EXERCISE DIRECTIONS. Your output should be the lines of the entries below, exactly, from the first one through the line that holds "static void ink(unsigned".

RECORDS TO USE.
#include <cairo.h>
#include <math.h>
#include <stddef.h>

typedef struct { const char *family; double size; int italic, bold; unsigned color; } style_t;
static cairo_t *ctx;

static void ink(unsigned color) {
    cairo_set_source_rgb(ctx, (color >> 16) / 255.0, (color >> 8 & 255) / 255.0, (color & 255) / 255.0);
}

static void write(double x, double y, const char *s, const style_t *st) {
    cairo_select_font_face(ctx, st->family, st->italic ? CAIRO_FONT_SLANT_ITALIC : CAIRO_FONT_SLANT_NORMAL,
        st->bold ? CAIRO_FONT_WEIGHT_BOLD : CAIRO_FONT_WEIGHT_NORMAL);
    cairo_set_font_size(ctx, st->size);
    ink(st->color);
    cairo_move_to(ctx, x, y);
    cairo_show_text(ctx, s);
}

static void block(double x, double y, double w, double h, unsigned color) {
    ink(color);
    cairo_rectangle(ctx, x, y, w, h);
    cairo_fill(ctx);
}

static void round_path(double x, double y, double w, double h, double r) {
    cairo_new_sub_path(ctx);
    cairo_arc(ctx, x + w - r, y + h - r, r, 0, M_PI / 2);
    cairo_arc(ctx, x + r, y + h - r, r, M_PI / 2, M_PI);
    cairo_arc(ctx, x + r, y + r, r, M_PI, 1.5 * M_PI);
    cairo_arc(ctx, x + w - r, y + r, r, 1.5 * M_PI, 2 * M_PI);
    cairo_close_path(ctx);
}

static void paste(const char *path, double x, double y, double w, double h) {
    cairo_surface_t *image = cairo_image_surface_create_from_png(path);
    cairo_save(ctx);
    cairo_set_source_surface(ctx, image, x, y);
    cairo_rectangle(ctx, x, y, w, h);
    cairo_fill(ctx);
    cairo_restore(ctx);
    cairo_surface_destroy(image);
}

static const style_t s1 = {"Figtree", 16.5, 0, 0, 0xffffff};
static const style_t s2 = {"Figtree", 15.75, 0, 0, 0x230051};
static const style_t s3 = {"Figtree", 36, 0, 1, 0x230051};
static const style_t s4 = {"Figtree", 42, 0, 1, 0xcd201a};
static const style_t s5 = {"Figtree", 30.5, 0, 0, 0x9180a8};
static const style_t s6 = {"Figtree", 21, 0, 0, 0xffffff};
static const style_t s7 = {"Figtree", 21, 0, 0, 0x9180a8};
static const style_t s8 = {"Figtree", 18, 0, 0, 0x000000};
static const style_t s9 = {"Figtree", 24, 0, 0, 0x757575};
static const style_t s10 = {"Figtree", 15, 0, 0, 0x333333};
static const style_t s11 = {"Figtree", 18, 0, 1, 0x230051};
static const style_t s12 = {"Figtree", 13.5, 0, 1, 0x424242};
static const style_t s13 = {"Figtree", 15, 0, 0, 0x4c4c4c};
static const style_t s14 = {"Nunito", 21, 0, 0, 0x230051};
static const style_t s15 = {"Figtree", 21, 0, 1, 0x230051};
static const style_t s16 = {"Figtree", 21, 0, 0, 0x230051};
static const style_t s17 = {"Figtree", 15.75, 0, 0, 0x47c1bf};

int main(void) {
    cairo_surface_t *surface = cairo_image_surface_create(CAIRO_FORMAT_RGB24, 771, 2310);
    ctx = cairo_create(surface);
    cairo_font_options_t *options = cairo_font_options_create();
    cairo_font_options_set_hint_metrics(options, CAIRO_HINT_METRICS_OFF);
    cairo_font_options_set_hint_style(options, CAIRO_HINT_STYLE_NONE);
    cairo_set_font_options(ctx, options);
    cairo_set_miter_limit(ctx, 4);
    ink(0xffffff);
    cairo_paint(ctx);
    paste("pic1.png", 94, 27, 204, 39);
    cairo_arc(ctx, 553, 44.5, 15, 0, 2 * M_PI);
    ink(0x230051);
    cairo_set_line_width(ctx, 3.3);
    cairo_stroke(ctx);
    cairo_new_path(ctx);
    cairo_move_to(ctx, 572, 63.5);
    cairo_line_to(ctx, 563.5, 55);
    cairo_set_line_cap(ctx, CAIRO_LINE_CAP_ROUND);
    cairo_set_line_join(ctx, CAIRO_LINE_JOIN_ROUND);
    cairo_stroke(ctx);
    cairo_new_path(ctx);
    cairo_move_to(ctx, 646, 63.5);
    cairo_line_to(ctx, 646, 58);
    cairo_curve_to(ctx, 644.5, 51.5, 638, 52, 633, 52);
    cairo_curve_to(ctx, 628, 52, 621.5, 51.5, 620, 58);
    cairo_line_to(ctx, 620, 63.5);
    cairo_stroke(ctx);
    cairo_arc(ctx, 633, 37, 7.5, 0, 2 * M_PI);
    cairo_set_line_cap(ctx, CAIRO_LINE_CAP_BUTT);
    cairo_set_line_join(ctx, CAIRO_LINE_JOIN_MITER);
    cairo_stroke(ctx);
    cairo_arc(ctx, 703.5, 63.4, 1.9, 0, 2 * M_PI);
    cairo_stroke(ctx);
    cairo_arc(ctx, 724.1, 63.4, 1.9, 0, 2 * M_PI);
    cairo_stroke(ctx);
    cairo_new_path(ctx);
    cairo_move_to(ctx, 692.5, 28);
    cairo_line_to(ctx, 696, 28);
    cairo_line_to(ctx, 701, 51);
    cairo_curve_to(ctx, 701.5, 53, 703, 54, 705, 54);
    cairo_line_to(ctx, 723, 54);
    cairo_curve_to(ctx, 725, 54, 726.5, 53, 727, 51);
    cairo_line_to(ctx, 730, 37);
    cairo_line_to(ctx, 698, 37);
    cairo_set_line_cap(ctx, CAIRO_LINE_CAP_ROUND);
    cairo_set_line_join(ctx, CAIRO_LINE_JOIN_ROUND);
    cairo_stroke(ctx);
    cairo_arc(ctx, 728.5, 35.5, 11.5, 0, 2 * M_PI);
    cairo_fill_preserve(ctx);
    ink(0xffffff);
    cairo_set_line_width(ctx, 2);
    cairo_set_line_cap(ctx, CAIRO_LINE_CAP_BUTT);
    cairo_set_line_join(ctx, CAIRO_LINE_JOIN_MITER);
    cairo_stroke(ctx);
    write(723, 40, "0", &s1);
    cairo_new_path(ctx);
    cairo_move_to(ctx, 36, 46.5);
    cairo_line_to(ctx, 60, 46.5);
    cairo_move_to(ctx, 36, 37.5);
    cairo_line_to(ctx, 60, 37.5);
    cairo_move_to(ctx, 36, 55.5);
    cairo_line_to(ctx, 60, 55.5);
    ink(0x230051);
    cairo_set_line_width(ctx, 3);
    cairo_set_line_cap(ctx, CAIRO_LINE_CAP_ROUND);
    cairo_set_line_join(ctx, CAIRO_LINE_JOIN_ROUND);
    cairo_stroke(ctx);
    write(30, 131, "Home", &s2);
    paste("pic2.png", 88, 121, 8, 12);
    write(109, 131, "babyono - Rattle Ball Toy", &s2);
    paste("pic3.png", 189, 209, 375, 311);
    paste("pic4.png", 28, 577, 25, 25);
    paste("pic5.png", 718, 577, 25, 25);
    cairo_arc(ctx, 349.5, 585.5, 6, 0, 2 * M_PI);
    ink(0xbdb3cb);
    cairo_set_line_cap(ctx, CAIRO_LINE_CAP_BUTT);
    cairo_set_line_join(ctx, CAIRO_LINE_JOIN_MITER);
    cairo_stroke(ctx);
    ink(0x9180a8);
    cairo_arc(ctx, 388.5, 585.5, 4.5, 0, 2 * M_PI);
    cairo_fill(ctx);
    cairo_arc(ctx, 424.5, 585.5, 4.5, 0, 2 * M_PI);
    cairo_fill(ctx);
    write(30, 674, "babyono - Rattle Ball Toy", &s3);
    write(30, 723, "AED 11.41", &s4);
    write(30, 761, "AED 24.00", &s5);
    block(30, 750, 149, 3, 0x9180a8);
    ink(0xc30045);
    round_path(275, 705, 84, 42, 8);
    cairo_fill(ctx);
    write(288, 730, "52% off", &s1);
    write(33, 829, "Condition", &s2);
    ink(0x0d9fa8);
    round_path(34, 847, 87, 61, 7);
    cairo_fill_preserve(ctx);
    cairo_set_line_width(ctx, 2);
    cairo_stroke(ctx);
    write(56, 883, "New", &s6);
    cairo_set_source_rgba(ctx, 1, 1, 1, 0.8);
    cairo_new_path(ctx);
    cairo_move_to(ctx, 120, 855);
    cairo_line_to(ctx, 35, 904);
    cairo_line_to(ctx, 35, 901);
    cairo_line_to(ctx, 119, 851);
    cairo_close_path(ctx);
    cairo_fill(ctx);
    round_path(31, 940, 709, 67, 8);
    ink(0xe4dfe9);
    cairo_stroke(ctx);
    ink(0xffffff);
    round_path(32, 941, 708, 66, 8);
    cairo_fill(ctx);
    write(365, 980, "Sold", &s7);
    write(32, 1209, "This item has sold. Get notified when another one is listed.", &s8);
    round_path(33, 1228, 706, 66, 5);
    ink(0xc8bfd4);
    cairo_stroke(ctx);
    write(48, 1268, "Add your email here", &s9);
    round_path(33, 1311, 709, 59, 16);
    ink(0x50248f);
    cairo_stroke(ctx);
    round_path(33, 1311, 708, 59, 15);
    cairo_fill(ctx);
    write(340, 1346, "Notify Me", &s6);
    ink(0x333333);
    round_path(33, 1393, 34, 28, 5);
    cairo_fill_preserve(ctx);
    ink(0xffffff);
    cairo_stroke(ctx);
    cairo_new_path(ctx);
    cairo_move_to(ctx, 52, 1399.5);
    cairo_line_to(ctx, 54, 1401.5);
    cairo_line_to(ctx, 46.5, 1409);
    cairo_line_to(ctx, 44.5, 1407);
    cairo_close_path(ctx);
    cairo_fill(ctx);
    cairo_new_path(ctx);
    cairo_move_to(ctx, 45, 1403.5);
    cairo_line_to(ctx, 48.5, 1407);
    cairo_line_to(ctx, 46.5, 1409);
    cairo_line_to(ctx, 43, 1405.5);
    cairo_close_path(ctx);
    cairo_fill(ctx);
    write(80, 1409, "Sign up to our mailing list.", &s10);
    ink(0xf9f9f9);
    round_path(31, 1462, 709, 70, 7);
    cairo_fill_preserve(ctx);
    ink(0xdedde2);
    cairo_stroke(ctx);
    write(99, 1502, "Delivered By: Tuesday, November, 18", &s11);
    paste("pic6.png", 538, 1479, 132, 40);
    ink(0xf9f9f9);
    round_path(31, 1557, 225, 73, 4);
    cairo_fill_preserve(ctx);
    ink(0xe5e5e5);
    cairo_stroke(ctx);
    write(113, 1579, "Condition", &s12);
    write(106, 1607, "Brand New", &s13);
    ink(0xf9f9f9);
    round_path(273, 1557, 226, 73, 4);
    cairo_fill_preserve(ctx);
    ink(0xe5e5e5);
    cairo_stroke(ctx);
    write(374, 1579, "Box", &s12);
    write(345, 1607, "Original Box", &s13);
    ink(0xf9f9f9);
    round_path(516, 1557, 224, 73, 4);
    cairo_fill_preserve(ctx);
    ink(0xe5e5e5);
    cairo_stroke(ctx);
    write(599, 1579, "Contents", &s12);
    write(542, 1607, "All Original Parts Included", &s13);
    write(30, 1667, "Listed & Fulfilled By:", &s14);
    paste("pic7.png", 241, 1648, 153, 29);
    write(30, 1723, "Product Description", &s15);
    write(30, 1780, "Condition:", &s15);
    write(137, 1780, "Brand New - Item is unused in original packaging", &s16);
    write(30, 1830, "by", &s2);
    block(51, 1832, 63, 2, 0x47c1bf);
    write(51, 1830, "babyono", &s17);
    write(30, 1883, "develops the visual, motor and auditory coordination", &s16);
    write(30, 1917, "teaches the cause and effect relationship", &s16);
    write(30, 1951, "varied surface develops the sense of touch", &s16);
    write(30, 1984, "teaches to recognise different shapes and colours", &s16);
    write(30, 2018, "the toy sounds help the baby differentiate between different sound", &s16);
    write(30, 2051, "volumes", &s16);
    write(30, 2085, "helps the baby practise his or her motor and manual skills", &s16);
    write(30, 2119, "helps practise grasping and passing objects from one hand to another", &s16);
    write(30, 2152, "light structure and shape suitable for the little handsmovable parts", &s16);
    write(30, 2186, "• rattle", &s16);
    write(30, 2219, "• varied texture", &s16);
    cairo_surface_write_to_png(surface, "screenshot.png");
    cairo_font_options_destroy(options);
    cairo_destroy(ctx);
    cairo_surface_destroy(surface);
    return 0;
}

TASK ANSWER.
#include <cairo.h>
#include <math.h>
#include <stddef.h>

typedef struct { const char *family; double size; int italic, bold; unsigned color; } style_t;
static cairo_t *ctx;

static void ink(unsigned color) {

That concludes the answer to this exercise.